Looking at the data, count the lines where the word "numbered" occurs and answer with only the number.

Dataset entries:
= Beginning of Section =

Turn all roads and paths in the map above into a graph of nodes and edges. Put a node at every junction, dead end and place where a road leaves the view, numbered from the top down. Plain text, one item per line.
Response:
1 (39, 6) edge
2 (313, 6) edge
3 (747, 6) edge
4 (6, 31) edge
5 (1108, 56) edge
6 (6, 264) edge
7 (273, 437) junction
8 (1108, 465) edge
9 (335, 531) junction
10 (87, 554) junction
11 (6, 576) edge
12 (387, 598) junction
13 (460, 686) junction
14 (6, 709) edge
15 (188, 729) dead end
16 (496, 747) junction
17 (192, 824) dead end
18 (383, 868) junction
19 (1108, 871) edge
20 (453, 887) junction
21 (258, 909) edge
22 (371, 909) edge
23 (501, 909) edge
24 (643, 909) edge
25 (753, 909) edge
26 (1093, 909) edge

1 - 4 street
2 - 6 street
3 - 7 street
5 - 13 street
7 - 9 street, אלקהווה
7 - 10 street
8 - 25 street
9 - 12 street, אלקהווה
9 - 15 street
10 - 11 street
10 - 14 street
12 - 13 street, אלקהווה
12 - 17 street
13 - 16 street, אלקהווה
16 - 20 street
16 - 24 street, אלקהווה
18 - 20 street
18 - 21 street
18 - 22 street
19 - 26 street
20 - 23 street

= End of Section =
= Beginning of Section =

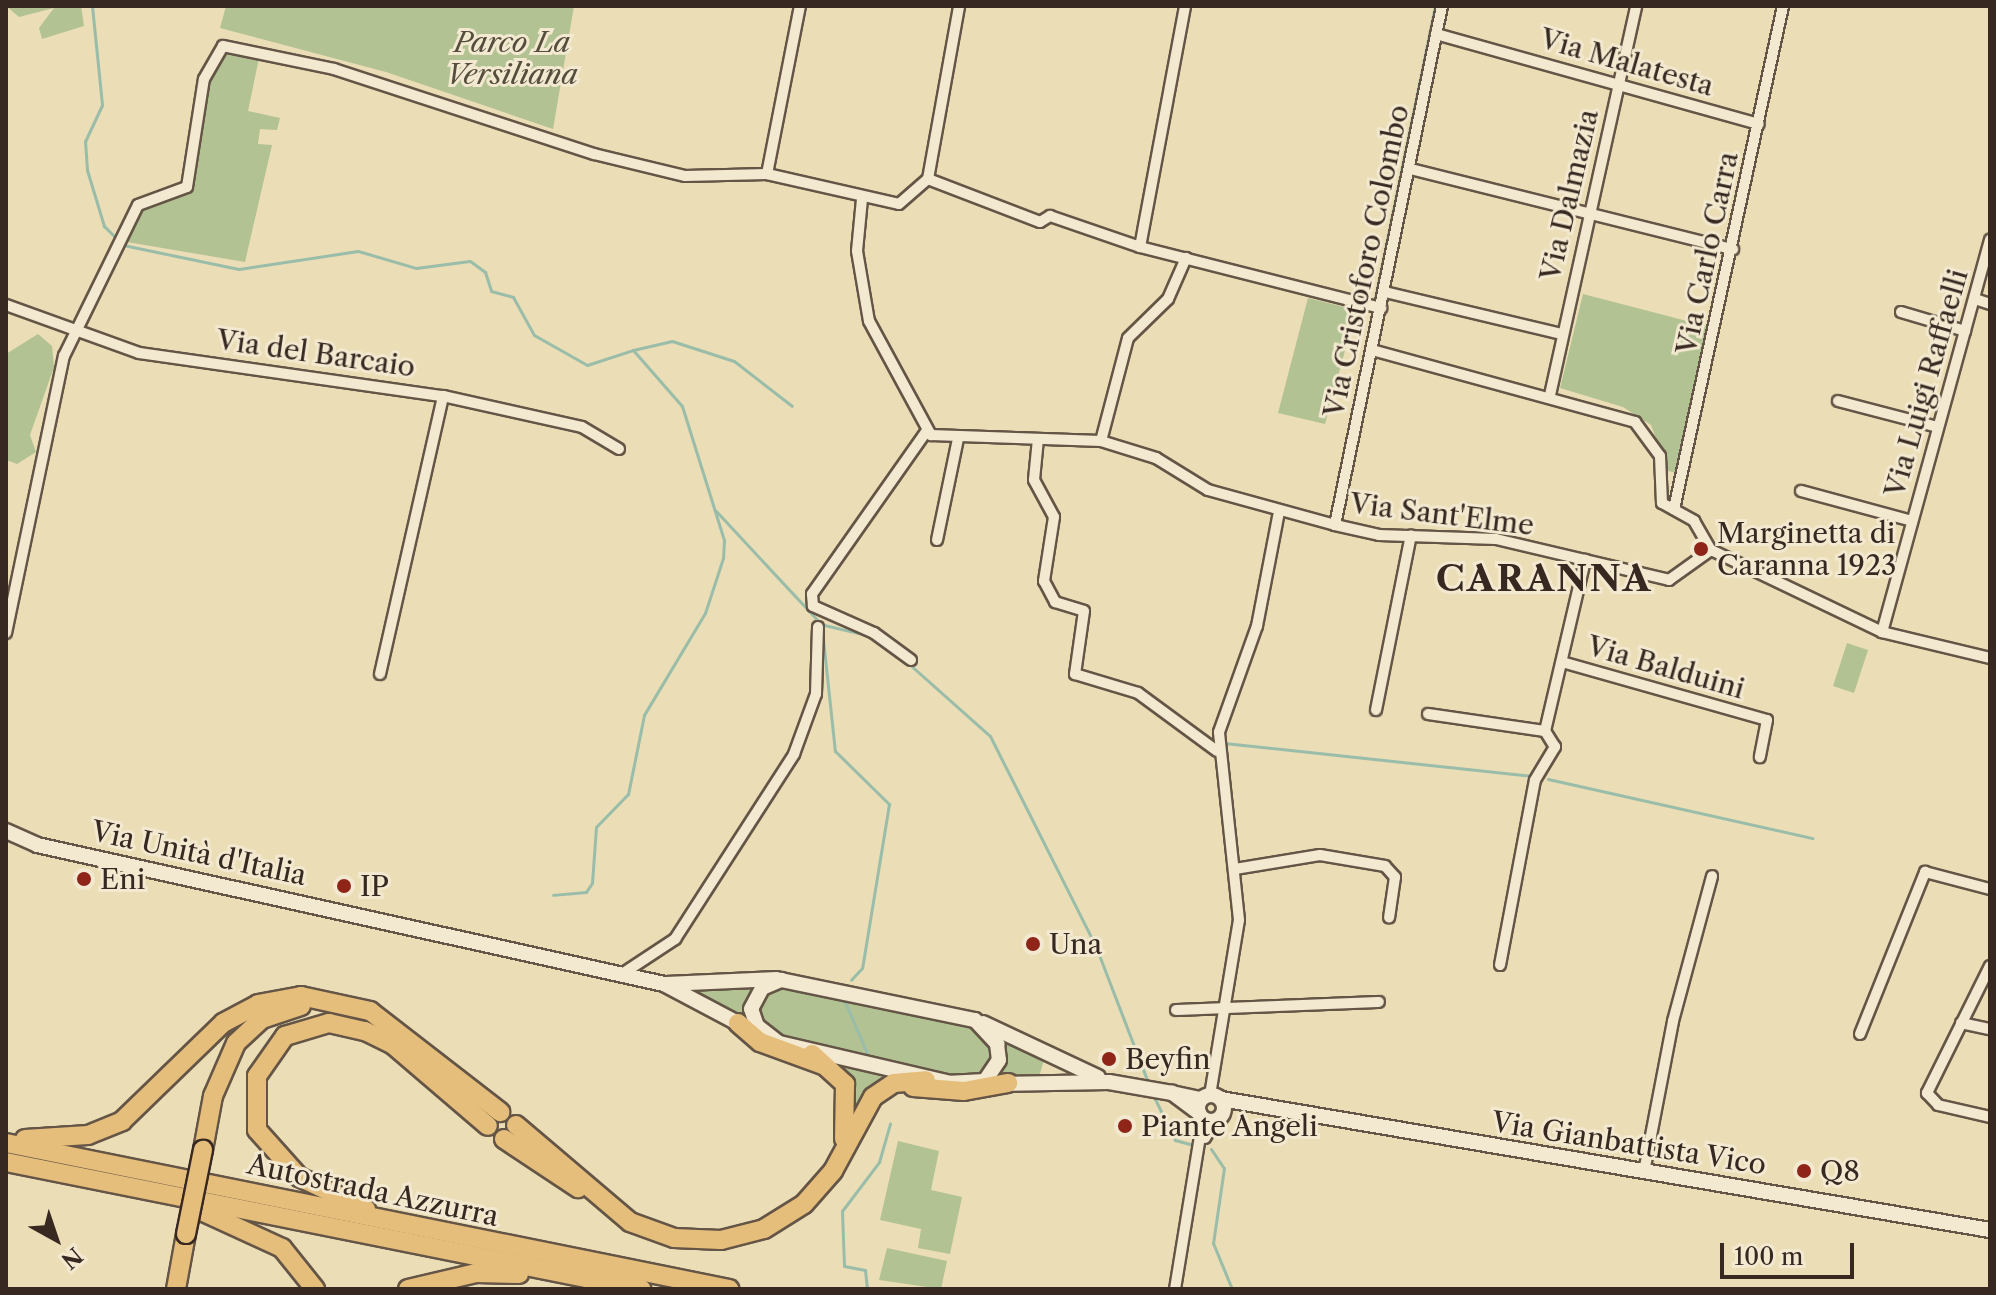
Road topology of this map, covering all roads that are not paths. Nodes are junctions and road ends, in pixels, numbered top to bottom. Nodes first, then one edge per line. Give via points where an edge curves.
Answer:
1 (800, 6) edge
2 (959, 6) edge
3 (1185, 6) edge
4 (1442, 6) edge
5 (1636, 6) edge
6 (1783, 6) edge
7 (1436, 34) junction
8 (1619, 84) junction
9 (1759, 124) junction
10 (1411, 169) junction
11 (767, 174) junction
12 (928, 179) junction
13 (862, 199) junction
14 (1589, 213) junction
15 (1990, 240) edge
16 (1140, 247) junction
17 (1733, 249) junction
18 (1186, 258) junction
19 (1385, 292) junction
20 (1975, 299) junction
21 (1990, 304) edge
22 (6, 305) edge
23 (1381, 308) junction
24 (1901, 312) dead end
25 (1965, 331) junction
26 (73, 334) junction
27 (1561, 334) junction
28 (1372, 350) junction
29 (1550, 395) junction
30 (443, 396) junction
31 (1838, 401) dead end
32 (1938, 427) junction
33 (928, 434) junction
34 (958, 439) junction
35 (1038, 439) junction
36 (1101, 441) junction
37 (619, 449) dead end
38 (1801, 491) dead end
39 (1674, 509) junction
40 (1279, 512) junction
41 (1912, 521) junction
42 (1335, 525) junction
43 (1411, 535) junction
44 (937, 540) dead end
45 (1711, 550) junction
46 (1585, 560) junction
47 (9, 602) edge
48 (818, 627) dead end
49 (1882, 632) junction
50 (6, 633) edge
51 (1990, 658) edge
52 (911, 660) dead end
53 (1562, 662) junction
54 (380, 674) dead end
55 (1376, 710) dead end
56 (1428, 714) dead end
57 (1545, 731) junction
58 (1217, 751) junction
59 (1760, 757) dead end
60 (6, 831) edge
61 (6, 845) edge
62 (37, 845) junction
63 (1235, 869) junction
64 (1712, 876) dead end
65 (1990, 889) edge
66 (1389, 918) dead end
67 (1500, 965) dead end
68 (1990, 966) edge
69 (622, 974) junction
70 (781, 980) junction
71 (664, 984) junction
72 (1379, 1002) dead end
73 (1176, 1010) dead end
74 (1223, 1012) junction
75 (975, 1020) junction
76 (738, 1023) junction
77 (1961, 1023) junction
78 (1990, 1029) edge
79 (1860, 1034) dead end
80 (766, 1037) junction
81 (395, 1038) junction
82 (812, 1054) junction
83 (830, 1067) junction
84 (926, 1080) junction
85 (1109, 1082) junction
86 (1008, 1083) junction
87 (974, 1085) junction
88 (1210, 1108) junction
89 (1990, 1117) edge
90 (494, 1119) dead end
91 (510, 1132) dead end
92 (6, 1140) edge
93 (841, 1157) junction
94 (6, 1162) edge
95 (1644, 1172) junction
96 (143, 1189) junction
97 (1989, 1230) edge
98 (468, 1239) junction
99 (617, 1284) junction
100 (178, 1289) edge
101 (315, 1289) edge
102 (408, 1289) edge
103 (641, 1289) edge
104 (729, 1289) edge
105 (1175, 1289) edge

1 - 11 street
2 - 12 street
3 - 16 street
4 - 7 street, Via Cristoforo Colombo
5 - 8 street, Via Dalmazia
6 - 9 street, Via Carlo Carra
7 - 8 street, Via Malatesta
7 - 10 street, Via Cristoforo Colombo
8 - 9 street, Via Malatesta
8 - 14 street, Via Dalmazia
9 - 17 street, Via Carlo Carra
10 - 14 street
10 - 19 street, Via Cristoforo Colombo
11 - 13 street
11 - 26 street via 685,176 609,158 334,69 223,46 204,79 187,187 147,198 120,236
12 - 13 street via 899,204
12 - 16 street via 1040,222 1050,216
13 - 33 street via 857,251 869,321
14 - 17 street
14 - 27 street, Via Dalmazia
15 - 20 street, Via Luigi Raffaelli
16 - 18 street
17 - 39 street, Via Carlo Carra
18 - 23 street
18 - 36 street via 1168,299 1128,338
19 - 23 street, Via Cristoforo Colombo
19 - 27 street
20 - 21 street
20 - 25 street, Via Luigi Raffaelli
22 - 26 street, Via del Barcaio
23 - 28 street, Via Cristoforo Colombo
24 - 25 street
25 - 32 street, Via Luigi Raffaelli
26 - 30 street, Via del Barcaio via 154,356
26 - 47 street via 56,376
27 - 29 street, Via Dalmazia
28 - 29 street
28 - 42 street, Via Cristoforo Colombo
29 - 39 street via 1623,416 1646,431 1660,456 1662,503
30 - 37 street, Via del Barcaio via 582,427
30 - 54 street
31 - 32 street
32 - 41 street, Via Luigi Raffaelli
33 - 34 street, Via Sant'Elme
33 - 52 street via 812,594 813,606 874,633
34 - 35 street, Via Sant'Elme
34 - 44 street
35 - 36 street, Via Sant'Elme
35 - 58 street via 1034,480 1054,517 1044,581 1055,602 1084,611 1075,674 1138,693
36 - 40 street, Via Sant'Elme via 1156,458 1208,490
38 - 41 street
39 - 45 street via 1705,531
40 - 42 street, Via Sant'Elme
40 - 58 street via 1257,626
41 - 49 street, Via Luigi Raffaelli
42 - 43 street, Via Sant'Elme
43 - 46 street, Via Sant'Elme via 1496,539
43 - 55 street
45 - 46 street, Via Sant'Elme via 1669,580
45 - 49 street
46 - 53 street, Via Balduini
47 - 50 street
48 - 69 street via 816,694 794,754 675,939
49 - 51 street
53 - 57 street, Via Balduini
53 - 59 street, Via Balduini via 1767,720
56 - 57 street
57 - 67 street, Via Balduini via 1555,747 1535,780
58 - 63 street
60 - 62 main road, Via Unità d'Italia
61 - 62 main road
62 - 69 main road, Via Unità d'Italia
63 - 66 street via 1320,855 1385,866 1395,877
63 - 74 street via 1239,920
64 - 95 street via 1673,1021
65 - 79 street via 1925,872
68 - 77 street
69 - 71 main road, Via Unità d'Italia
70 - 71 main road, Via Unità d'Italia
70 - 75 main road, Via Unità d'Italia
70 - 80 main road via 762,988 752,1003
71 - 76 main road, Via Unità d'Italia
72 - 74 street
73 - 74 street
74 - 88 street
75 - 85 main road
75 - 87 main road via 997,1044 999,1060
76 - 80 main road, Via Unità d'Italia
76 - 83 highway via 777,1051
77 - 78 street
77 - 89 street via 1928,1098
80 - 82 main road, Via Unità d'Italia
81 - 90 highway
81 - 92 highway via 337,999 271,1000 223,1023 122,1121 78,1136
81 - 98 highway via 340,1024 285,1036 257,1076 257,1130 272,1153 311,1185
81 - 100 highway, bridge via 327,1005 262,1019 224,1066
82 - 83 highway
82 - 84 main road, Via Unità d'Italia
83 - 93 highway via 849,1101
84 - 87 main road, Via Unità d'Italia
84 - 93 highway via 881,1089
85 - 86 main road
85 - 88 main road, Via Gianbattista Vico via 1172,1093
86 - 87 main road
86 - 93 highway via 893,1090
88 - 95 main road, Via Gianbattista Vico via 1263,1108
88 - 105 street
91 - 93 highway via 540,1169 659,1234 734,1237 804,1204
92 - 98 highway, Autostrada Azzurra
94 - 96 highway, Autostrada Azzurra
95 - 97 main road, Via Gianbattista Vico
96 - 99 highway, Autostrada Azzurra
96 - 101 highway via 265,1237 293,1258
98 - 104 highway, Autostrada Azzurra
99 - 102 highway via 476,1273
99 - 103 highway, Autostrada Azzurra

= End of Section =

§ **Written response**: 2